:: What you will do ::
Each line holding the string "roads" is to be copied from the data.

BEGIN

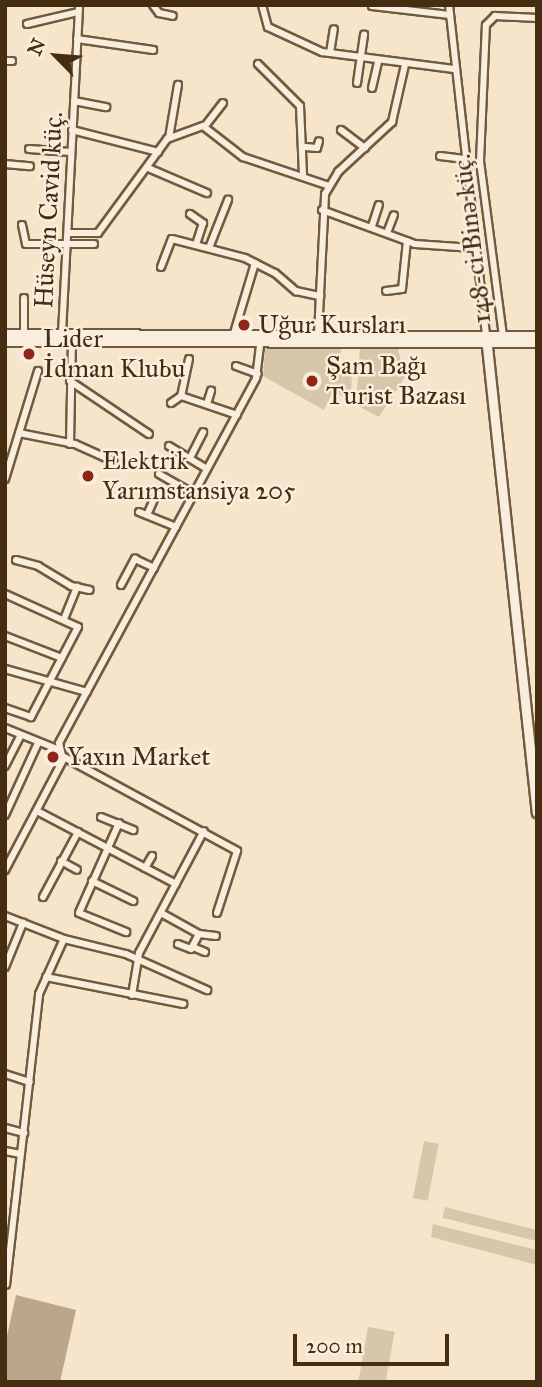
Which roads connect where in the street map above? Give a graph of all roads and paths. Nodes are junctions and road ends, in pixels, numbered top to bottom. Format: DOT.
graph roads {
  1 [pos="153,5"];
  2 [pos="262,5"];
  3 [pos="449,5"];
  4 [pos="372,6"];
  5 [pos="78,9"];
  6 [pos="449,15"];
  7 [pos="173,16"];
  8 [pos="537,18"];
  9 [pos="27,24"];
  10 [pos="334,29"];
  11 [pos="364,35"];
  12 [pos="77,39"];
  13 [pos="153,50"];
  14 [pos="322,52"];
  15 [pos="330,53"];
  16 [pos="361,59"];
  17 [pos="314,60"];
  18 [pos="378,61"];
  19 [pos="258,64"];
  20 [pos="405,65"];
  21 [pos="454,69"];
  22 [pos="357,83"];
  23 [pos="178,85"];
  24 [pos="372,88"];
  25 [pos="74,101"];
  26 [pos="223,103"];
  27 [pos="106,107"];
  28 [pos="205,127"];
  29 [pos="72,130"];
  30 [pos="341,130"];
  31 [pos="169,138"];
  32 [pos="320,141"];
  33 [pos="305,147"];
  34 [pos="365,148"];
  35 [pos="29,149"];
  36 [pos="71,152"];
  37 [pos="158,152"];
  38 [pos="440,156"];
  39 [pos="463,159"];
  40 [pos="5,164"];
  41 [pos="30,166"];
  42 [pos="148,168"];
  43 [pos="303,176"];
  44 [pos="329,186"];
  45 [pos="207,193"];
  46 [pos="228,200"];
  47 [pos="379,205"];
  48 [pos="322,210"];
  49 [pos="190,214"];
  50 [pos="394,215"];
  51 [pos="22,225"];
  52 [pos="372,226"];
  53 [pos="68,233"];
  54 [pos="387,233"];
  55 [pos="407,242"];
  56 [pos="67,244"];
  57 [pos="94,244"];
  58 [pos="196,245"];
  59 [pos="209,248"];
  60 [pos="473,248"];
  61 [pos="255,263"];
  62 [pos="161,267"];
  63 [pos="386,291"];
  64 [pos="320,296"];
  65 [pos="24,298"];
  66 [pos="234,332"];
  67 [pos="5,334"];
  68 [pos="24,334"];
  69 [pos="318,334"];
  70 [pos="537,336"];
  71 [pos="67,337"];
  72 [pos="261,337"];
  73 [pos="487,339"];
  74 [pos="503,339"];
  75 [pos="5,341"];
  76 [pos="537,342"];
  77 [pos="189,359"];
  78 [pos="236,366"];
  79 [pos="38,371"];
  80 [pos="258,374"];
  81 [pos="70,381"];
  82 [pos="211,391"];
  83 [pos="181,396"];
  84 [pos="171,403"];
  85 [pos="207,404"];
  86 [pos="237,415"];
  87 [pos="203,432"];
  88 [pos="19,433"];
  89 [pos="149,434"];
  90 [pos="70,444"];
  91 [pos="169,446"];
  92 [pos="190,458"];
  93 [pos="113,461"];
  94 [pos="207,469"];
  95 [pos="6,470"];
  96 [pos="159,474"];
  97 [pos="5,479"];
  98 [pos="194,494"];
  99 [pos="154,499"];
  100 [pos="176,527"];
  101 [pos="16,560"];
  102 [pos="154,568"];
  103 [pos="121,585"];
  104 [pos="77,587"];
  105 [pos="90,590"];
  106 [pos="5,594"];
  107 [pos="64,619"];
  108 [pos="5,636"];
  109 [pos="62,658"];
  110 [pos="5,669"];
  111 [pos="51,680"];
  112 [pos="87,692"];
  113 [pos="5,708"];
  114 [pos="5,728"];
  115 [pos="22,735"];
  116 [pos="38,743"];
  117 [pos="57,749"];
  118 [pos="64,757"];
  119 [pos="5,766"];
  120 [pos="37,811"];
  121 [pos="537,812"];
  122 [pos="5,815"];
  123 [pos="100,817"];
  124 [pos="119,823"];
  125 [pos="133,830"];
  126 [pos="204,831"];
  127 [pos="78,832"];
  128 [pos="107,847"];
  129 [pos="152,856"];
  130 [pos="61,861"];
  131 [pos="145,868"];
  132 [pos="5,870"];
  133 [pos="78,870"];
  134 [pos="92,881"];
  135 [pos="176,884"];
  136 [pos="43,897"];
  137 [pos="133,901"];
  138 [pos="161,913"];
  139 [pos="217,913"];
  140 [pos="5,916"];
  141 [pos="23,923"];
  142 [pos="127,932"];
  143 [pos="199,934"];
  144 [pos="216,936"];
  145 [pos="64,939"];
  146 [pos="178,944"];
  147 [pos="193,947"];
  148 [pos="205,952"];
  149 [pos="138,958"];
  150 [pos="5,967"];
  151 [pos="46,977"];
  152 [pos="207,990"];
  153 [pos="132,995"];
  154 [pos="183,1004"];
  155 [pos="5,1074"];
  156 [pos="30,1082"];
  157 [pos="5,1128"];
  158 [pos="24,1133"];
  159 [pos="5,1151"];
  160 [pos="21,1154"];
  161 [pos="5,1201"];
  162 [pos="16,1203"];
  163 [pos="8,1247"];
  164 [pos="7,1262"];
  165 [pos="6,1285"];
  1 -- 7 [label="street"];
  2 -- 14 [label="street"];
  3 -- 6 [label="street"];
  4 -- 6 [label="street"];
  5 -- 9 [label="street"];
  5 -- 12 [label="street, Hüseyn Cavid küç."];
  6 -- 21 [label="street"];
  8 -- 74 [label="street, 148-ci Binə küç."];
  10 -- 15 [label="street"];
  11 -- 16 [label="street"];
  12 -- 13 [label="street"];
  12 -- 25 [label="street, Hüseyn Cavid küç."];
  14 -- 15 [label="street"];
  14 -- 17 [label="street"];
  15 -- 16 [label="street"];
  16 -- 18 [label="street"];
  16 -- 22 [label="street"];
  18 -- 20 [label="street"];
  18 -- 24 [label="street"];
  19 -- 33 [label="street"];
  20 -- 21 [label="street"];
  20 -- 34 [label="street"];
  21 -- 39 [label="street"];
  23 -- 31 [label="street"];
  25 -- 27 [label="street"];
  25 -- 29 [label="street, Hüseyn Cavid küç."];
  26 -- 28 [label="street"];
  28 -- 31 [label="street"];
  28 -- 43 [label="street"];
  29 -- 36 [label="street, Hüseyn Cavid küç."];
  29 -- 37 [label="street"];
  30 -- 34 [label="street"];
  31 -- 37 [label="street"];
  32 -- 33 [label="street"];
  33 -- 43 [label="street"];
  34 -- 44 [label="street"];
  35 -- 36 [label="street"];
  36 -- 53 [label="street, Hüseyn Cavid küç."];
  37 -- 42 [label="street"];
  38 -- 39 [label="street"];
  39 -- 60 [label="street"];
  40 -- 41 [label="street"];
  42 -- 45 [label="street"];
  42 -- 53 [label="street"];
  43 -- 44 [label="street"];
  44 -- 48 [label="street"];
  46 -- 59 [label="street"];
  47 -- 52 [label="street"];
  48 -- 52 [label="street"];
  48 -- 64 [label="street"];
  49 -- 58 [label="street"];
  50 -- 54 [label="street"];
  51 -- 56 [label="street"];
  52 -- 54 [label="street"];
  53 -- 56 [label="street, Hüseyn Cavid küç."];
  54 -- 55 [label="street"];
  55 -- 60 [label="street"];
  55 -- 63 [label="street"];
  56 -- 57 [label="street"];
  56 -- 71 [label="street, Hüseyn Cavid küç."];
  58 -- 59 [label="street"];
  58 -- 62 [label="street"];
  59 -- 61 [label="street"];
  60 -- 73 [label="street"];
  61 -- 64 [label="street"];
  61 -- 66 [label="street"];
  64 -- 69 [label="street"];
  65 -- 68 [label="street"];
  66 -- 71 [label="main road"];
  66 -- 72 [label="main road"];
  67 -- 68 [label="main road"];
  68 -- 71 [label="main road"];
  69 -- 72 [label="main road"];
  69 -- 73 [label="main road"];
  70 -- 74 [label="main road"];
  71 -- 72 [label="main road"];
  71 -- 75 [label="main road"];
  71 -- 81 [label="street, Hüseyn Cavid küç."];
  72 -- 73 [label="main road"];
  72 -- 80 [label="street"];
  73 -- 74 [label="main road"];
  73 -- 121 [label="main road"];
  74 -- 76 [label="main road"];
  77 -- 83 [label="street"];
  78 -- 80 [label="street"];
  79 -- 88 [label="street"];
  80 -- 86 [label="street"];
  81 -- 89 [label="street"];
  81 -- 90 [label="street, Hüseyn Cavid küç."];
  82 -- 85 [label="street"];
  83 -- 84 [label="street"];
  83 -- 85 [label="street"];
  85 -- 86 [label="street"];
  86 -- 94 [label="street"];
  87 -- 92 [label="street"];
  88 -- 90 [label="street"];
  88 -- 95 [label="street"];
  90 -- 93 [label="street"];
  91 -- 92 [label="street"];
  92 -- 94 [label="street"];
  94 -- 98 [label="street"];
  95 -- 97 [label="street"];
  96 -- 98 [label="street"];
  98 -- 100 [label="street"];
  99 -- 100 [label="street"];
  100 -- 102 [label="street"];
  101 -- 104 [label="street"];
  102 -- 103 [label="street"];
  102 -- 112 [label="street"];
  104 -- 105 [label="street"];
  104 -- 107 [label="street"];
  106 -- 107 [label="street"];
  107 -- 109 [label="street"];
  108 -- 109 [label="street"];
  109 -- 111 [label="street"];
  110 -- 111 [label="street"];
  111 -- 112 [label="street"];
  111 -- 113 [label="street"];
  112 -- 117 [label="street"];
  114 -- 115 [label="street"];
  115 -- 116 [label="street"];
  115 -- 119 [label="street"];
  116 -- 117 [label="street"];
  116 -- 122 [label="street"];
  117 -- 118 [label="street"];
  118 -- 120 [label="street"];
  118 -- 126 [label="street"];
  120 -- 127 [label="street"];
  120 -- 132 [label="street"];
  123 -- 124 [label="street"];
  124 -- 125 [label="street"];
  124 -- 128 [label="street"];
  126 -- 135 [label="street"];
  126 -- 139 [label="street"];
  127 -- 128 [label="street"];
  127 -- 130 [label="street"];
  128 -- 131 [label="street"];
  128 -- 134 [label="street"];
  129 -- 131 [label="street"];
  130 -- 133 [label="street"];
  130 -- 136 [label="street"];
  131 -- 135 [label="street"];
  134 -- 137 [label="street"];
  134 -- 142 [label="street"];
  135 -- 138 [label="street"];
  138 -- 143 [label="street"];
  138 -- 149 [label="street"];
  140 -- 141 [label="street"];
  141 -- 145 [label="street"];
  141 -- 150 [label="street"];
  143 -- 144 [label="street"];
  143 -- 147 [label="street"];
  145 -- 149 [label="street"];
  145 -- 151 [label="street"];
  146 -- 147 [label="street"];
  147 -- 148 [label="street"];
  149 -- 152 [label="street"];
  149 -- 153 [label="street"];
  151 -- 153 [label="street"];
  151 -- 156 [label="street"];
  153 -- 154 [label="street"];
  155 -- 156 [label="street"];
  156 -- 158 [label="street"];
  157 -- 158 [label="street"];
  158 -- 160 [label="street"];
  159 -- 160 [label="street"];
  160 -- 162 [label="street"];
  161 -- 162 [label="street"];
  162 -- 163 [label="street"];
  163 -- 164 [label="street"];
  164 -- 165 [label="street"];
}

END

:: Answer to this task ::
Which roads connect where in the street map above? Give a graph of all roads and paths. Nodes are junctions and road ends, in pixels, numbered top to bottom. Format: DOT.
graph roads {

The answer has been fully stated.